It is common but not required to have the same name for the layer and the top blob coming out of the layer; that is, in the prototxt files in each layer, name and top are usually the same.

Alternatively, the mean can be subtracted by passing a mean image and replacing all there mean_value lines with one mean_file: "data/ilsvrc12/imagenet_mean.binaryproto". This binaryproto file can be created from an LMDB dataset as follows:

cd ~/caffe
build/tools/compute_image_mean examples/imagenet/ilsvr12_train_lmdb 
data/ilsvrc12/imagenet_mean.binaryproto

replacing the examples/imagenet/ilsvr12_train_lmdb and data/ilsvrc12/imagenet_mean.binaryproto with the appropriate lmdb folder and desired binaryproto file, respectively.

ImageData

Get images and labels directly from image files.

image_data_params

Required

  • source: the name of the text file containing the path of the data inputs and labels

Optional

  • batch_size [default 1]: the number of inputs to process at one time
  • new_height [default 0]: resizes the height by warping height to this value; this is ignored if set to 0
  • new_width [default 0]: resizes the width by warping width to this value; this is ignored if set to 0
  • shuffle [default 0]: shuffles the data; this is ignored if set to 0
  • rand_skip [default 0]: skip this number of inputs at the beginning; maybe useful for async sgd

For other available image data transformation, see src/caffe/proto/caffe.proto under message ImageDataParameter.

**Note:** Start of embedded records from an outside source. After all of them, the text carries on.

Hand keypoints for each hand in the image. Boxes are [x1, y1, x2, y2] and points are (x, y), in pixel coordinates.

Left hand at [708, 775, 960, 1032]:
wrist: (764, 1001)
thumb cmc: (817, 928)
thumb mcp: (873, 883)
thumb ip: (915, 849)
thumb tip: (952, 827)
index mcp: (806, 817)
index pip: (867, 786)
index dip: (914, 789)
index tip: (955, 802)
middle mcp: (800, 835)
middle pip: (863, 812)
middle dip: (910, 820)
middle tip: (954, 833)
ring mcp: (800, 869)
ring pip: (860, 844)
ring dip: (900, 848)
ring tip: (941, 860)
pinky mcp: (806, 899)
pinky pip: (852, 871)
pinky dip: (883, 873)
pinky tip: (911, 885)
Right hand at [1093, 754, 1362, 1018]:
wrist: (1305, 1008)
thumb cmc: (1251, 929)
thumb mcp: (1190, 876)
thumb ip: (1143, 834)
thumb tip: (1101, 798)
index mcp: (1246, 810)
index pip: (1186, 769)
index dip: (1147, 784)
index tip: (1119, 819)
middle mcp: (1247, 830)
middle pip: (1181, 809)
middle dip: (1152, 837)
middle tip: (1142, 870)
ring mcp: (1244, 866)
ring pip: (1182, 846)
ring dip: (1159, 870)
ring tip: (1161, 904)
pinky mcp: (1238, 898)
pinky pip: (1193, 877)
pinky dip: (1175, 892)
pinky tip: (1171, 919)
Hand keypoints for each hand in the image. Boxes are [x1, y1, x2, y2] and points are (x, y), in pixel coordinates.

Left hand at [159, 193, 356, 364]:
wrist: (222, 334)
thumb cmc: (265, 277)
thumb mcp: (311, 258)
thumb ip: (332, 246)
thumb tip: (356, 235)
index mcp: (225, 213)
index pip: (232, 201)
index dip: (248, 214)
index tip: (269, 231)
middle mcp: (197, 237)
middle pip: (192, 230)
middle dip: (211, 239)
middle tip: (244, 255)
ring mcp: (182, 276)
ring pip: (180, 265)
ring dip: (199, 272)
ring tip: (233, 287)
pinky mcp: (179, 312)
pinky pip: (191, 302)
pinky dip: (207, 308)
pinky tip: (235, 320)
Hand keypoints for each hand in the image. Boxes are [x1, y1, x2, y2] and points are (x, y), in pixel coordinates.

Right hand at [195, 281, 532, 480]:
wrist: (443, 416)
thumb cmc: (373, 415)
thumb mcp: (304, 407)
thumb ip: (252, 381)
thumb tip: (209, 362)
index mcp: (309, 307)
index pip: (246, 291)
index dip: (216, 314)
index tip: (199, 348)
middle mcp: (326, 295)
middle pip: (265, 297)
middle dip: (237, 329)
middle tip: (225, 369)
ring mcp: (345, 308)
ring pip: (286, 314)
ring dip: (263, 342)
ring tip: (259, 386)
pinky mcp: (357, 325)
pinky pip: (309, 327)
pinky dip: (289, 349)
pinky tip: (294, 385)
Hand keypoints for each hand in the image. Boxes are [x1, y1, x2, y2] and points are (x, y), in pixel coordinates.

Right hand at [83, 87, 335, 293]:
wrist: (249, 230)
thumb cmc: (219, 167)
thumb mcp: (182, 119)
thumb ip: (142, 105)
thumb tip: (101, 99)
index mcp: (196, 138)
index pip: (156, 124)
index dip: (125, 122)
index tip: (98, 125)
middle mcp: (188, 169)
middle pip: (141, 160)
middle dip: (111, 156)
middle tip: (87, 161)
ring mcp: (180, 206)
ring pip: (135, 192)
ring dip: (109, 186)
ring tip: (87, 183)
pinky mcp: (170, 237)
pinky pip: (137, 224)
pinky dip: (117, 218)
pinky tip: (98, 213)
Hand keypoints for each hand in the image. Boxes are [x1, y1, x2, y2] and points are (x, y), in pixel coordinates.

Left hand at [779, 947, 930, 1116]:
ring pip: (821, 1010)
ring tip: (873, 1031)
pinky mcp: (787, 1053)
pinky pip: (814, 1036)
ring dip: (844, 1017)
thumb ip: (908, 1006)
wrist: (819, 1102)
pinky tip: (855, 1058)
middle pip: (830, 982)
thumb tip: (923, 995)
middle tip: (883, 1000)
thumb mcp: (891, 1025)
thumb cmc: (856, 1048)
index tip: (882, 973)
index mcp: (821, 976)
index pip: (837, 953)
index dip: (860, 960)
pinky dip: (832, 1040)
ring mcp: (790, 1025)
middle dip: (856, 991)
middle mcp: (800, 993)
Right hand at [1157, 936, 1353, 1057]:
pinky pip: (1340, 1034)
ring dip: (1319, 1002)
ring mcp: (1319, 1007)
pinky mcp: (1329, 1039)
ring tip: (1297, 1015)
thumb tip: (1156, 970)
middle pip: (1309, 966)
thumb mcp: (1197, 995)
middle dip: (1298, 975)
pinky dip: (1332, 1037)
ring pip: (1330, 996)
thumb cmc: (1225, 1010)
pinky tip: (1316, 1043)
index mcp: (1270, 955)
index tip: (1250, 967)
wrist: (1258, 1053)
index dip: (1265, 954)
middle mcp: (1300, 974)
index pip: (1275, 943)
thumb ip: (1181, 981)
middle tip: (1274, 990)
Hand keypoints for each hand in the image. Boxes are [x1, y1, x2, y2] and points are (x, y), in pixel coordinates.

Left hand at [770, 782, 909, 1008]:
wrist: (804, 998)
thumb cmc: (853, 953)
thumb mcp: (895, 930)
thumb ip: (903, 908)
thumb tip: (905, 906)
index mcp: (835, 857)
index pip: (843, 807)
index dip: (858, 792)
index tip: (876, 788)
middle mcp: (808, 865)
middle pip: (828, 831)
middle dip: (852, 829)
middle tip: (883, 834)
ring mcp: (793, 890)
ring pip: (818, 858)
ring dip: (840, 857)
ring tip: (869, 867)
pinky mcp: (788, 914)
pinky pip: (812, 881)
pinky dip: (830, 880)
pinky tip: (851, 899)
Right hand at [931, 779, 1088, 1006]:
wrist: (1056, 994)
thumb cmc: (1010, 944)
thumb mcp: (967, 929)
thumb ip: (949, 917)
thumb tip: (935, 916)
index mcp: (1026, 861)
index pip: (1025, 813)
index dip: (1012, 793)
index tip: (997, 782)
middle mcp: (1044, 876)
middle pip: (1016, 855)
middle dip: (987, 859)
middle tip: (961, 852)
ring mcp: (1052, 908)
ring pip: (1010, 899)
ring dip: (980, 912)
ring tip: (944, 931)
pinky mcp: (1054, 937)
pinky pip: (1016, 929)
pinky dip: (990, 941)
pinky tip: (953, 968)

In this example the images are shuffled, cropped, mirrored, and have the mean subtracted.

layer {
  name: "data"
  type: "ImageData"
  top: "data"
  top: "label"
  include {
    phase: TRAIN
  }
  transform_param {
    mirror: true
    crop_size: 227
    mean_value: 104
    mean_value: 117
    mean_value: 123
  }
  image_data_param {
    source: "/path/to/file/train.txt"
    batch_size: 32
    shuffle: 1
  }
}

Note that the text file has the image file names and corresponding labels. For example, "train.txt" looks like

/path/to/images/img3423.jpg 2
/path/to/images/img3424.jpg 13
/path/to/images/img3425.jpg 8
...

Input

Uses a blob of zeros as input data with the dimensions specified. This is usually used to time the forward and backward propagations. More information on timing a network is at the end of the Training section.

input_params

Required

  • shape: used to define 1 or multiple shapes to top blob(s)
layer {
  name: "input"
  type: "Input"
  top: "data"
  input_param {
    shape {
      dim: 32
      dim: 3
      dim: 227
      dim: 227
    }
  }
}

Equivalently, the layer can be written as:

input: "data"
input_dim: 32
input_dim: 3
input_dim: 227
input_dim: 227

DummyData

Similar to Input except the type of data can be specified. This is usually used for debugging but can also be used to time the forward and backward propagations. Example based on this.

dummy_data_params

Required

  • shape: used to define 1 or multiple shapes to top blob(s)

Optional

  • data_filler [default ConstantFiller with value of 0]: specifies the values used in top blob
layer {
  name: "data"
  type: "DummyData"
  top: "data"
  include {
    phase: TRAIN
  }
  dummy_data_param {
    data_filler {
      type: "constant"
      value: 0.01
    }
    shape {
      dim: 32
      dim: 3
      dim: 227
      dim: 227
    }
  }
}
layer {
  name: "data"
  type: "DummyData"
  top: "label"
  include {
    phase: TRAIN
  }
  dummy_data_param {
    data_filler {
      type: "constant"
    }
    shape {
      dim: 32
    }
  }
}

In this example there are two data layers, one for each top because the data provided to each top blob must be specified. Note that in Data, ImageData, or HDF5Data data layers, the information on the top blob for the label is in the source file.

MemoryData

The memory data layer reads data directly from memory, without copying it. In order to use it, call MemoryDataLayer::Reset (from C++) or Net.set_input_arrays (from Python) in order to specify a source of contiguous data (as 4D row major array), which is read one batch-sized chunk at a time.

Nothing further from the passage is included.